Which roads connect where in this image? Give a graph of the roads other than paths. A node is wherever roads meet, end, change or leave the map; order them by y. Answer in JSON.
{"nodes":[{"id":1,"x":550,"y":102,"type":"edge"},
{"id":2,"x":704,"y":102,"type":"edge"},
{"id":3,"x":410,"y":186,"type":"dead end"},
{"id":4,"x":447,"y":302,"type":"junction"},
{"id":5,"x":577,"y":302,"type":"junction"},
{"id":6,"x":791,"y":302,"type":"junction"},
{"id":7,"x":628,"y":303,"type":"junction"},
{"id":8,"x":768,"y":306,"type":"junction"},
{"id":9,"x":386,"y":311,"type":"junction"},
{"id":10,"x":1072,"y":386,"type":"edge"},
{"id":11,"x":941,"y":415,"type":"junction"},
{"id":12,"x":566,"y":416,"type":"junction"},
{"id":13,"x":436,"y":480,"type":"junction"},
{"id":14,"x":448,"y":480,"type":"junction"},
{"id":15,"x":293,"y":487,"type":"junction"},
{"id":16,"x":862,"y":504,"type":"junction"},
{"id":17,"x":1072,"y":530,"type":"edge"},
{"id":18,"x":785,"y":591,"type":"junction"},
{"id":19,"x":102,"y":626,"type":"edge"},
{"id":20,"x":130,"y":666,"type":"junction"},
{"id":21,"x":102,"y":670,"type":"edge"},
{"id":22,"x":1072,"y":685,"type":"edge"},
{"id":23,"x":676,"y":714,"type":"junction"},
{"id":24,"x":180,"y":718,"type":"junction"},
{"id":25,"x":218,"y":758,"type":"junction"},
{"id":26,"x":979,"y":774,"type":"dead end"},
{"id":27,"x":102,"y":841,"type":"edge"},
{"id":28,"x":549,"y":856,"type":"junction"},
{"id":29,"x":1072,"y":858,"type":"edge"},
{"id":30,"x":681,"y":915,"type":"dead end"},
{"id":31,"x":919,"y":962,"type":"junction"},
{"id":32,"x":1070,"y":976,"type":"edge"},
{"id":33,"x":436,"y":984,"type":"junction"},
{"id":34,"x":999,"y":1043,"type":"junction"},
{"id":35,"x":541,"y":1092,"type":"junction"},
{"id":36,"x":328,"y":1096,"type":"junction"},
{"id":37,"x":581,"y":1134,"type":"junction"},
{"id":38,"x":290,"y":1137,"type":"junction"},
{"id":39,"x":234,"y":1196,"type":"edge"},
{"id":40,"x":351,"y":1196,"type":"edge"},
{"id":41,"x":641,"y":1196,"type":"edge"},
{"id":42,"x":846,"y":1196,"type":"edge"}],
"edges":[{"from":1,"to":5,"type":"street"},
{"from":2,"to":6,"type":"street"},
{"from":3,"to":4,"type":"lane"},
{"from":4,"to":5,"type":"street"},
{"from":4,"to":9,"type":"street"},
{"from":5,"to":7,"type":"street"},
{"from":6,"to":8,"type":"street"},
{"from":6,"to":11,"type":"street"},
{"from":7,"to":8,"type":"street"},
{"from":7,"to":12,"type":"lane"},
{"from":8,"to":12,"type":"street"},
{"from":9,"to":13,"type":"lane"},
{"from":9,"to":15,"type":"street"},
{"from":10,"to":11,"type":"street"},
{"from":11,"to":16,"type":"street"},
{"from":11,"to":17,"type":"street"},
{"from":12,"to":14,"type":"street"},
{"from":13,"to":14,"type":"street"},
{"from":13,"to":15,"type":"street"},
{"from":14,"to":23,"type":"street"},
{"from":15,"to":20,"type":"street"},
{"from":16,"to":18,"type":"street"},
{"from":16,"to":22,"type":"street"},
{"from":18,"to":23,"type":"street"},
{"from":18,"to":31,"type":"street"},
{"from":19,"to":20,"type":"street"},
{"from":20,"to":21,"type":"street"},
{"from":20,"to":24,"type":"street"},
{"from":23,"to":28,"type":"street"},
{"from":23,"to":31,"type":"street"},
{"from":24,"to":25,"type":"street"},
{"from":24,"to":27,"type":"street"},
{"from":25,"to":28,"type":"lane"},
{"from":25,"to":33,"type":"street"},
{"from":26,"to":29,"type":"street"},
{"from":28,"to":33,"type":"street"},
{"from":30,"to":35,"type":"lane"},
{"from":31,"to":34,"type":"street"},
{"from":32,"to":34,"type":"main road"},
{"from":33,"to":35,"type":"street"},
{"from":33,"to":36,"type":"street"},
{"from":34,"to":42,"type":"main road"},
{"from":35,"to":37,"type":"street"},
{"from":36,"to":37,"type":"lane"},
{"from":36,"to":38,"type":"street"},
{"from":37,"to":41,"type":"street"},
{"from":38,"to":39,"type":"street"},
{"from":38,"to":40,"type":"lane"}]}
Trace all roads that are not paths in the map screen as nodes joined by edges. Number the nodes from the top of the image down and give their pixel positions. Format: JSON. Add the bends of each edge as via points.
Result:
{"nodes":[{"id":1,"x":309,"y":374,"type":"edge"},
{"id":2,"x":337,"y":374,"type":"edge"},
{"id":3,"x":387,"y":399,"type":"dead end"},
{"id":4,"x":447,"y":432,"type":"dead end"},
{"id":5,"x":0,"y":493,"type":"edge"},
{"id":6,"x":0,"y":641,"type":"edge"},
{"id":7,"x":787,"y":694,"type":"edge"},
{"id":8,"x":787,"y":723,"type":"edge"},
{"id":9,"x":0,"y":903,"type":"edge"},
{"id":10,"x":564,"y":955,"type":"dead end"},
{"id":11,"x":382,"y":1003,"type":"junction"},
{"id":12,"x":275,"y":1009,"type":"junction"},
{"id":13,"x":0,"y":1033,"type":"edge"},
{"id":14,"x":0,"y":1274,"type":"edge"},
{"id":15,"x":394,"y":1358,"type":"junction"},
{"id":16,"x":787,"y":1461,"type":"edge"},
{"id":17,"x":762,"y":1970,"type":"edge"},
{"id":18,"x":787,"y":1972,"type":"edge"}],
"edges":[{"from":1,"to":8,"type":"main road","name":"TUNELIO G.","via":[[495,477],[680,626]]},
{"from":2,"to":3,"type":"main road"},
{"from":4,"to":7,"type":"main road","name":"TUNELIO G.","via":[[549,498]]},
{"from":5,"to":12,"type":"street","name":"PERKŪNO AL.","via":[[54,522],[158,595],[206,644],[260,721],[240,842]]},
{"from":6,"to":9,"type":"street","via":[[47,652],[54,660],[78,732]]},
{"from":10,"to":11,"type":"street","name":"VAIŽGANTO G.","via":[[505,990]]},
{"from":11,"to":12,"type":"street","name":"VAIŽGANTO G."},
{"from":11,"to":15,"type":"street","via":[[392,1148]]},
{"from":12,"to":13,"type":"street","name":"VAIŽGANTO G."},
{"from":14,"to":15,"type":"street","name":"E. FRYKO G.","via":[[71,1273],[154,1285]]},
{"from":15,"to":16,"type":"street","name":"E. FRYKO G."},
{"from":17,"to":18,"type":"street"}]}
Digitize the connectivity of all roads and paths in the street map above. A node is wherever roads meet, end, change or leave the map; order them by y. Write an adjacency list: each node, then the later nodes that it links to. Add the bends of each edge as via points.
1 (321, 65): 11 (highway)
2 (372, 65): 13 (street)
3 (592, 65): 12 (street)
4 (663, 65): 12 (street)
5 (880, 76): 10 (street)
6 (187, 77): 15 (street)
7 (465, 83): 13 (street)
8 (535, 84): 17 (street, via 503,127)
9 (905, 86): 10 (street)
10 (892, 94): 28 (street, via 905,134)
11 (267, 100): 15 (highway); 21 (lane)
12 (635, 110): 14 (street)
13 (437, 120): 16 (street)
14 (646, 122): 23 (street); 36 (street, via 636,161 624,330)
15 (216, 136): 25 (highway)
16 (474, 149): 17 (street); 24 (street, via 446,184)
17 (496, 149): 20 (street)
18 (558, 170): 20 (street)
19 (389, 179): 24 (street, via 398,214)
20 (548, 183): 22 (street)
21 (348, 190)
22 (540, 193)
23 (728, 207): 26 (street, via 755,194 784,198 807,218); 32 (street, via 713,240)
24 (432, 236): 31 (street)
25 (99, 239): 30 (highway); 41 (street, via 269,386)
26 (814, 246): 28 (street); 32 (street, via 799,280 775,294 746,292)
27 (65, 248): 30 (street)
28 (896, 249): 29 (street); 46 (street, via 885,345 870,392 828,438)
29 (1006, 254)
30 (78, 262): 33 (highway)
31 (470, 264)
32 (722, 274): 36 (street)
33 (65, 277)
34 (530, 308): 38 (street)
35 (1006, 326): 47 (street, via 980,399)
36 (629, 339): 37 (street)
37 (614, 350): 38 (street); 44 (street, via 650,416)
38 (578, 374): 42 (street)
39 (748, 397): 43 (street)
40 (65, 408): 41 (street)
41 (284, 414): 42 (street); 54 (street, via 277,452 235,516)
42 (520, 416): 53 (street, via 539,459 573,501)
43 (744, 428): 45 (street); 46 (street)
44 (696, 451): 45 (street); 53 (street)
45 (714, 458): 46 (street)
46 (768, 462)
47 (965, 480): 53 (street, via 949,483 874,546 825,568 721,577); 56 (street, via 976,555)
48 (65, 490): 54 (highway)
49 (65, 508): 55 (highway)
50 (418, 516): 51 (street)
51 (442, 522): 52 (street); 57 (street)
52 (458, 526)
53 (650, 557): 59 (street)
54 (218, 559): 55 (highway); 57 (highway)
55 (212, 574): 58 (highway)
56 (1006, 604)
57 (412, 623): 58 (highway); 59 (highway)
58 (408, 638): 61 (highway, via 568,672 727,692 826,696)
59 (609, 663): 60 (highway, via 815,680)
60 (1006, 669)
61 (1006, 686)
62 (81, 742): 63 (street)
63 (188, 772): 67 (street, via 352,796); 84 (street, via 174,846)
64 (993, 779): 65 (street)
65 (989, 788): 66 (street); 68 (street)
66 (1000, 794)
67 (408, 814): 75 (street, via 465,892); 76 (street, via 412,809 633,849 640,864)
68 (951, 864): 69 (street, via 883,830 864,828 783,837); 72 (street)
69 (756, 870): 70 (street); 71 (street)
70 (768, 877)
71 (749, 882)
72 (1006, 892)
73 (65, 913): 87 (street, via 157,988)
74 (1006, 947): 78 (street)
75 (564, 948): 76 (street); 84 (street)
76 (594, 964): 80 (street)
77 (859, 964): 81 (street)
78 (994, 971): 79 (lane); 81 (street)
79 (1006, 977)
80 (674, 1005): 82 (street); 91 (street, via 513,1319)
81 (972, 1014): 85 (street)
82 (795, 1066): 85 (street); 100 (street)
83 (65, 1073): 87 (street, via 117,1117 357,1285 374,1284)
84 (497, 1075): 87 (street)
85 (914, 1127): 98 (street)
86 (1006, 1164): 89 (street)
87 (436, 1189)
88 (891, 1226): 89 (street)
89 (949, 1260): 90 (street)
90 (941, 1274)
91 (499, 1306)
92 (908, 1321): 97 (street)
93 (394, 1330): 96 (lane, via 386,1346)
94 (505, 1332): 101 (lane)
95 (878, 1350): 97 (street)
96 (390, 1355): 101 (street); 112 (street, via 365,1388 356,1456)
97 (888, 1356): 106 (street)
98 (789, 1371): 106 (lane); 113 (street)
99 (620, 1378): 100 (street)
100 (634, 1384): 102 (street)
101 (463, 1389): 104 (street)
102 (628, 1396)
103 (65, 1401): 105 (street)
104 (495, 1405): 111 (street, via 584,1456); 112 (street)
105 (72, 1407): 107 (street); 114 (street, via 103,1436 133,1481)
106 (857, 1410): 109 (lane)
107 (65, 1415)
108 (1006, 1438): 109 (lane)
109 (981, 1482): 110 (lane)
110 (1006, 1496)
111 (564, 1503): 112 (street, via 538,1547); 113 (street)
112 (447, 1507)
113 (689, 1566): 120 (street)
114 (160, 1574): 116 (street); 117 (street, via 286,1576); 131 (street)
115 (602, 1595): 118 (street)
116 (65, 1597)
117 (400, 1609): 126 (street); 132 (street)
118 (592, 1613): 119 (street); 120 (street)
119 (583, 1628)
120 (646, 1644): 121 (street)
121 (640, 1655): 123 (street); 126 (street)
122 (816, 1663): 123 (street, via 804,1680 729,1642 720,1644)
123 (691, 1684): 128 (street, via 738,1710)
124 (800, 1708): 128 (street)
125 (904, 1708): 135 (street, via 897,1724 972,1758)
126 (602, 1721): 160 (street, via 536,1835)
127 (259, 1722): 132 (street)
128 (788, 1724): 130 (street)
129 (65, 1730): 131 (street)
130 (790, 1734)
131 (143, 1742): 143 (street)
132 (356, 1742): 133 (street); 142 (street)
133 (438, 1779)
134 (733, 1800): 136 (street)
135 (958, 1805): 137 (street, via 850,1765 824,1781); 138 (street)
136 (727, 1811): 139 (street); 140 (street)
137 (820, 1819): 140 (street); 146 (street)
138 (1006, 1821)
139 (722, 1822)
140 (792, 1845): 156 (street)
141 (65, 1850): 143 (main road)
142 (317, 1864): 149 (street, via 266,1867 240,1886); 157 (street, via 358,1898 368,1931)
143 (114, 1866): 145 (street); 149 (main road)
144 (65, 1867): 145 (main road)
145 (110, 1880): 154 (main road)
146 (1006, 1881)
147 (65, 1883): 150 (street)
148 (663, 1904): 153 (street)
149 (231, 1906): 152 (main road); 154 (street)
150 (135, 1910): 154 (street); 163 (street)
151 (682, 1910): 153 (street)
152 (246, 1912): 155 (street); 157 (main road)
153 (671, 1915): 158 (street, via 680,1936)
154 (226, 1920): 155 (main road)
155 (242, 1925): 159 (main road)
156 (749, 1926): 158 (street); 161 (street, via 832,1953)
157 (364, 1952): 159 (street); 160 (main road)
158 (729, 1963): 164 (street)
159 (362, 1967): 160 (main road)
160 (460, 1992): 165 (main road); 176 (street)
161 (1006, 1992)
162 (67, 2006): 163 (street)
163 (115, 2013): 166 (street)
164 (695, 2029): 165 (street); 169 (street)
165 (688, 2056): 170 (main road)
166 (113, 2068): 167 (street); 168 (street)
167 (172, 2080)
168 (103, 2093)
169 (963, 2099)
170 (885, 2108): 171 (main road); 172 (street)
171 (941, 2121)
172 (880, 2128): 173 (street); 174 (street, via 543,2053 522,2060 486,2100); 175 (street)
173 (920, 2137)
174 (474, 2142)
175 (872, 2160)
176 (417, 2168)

_WORK ITEM_
Identify the lines in the entries that hold "TUNELIO" and return each one.

_PROBLEM SOLUTION_
"edges":[{"from":1,"to":8,"type":"main road","name":"TUNELIO G.","via":[[495,477],[680,626]]},
{"from":4,"to":7,"type":"main road","name":"TUNELIO G.","via":[[549,498]]},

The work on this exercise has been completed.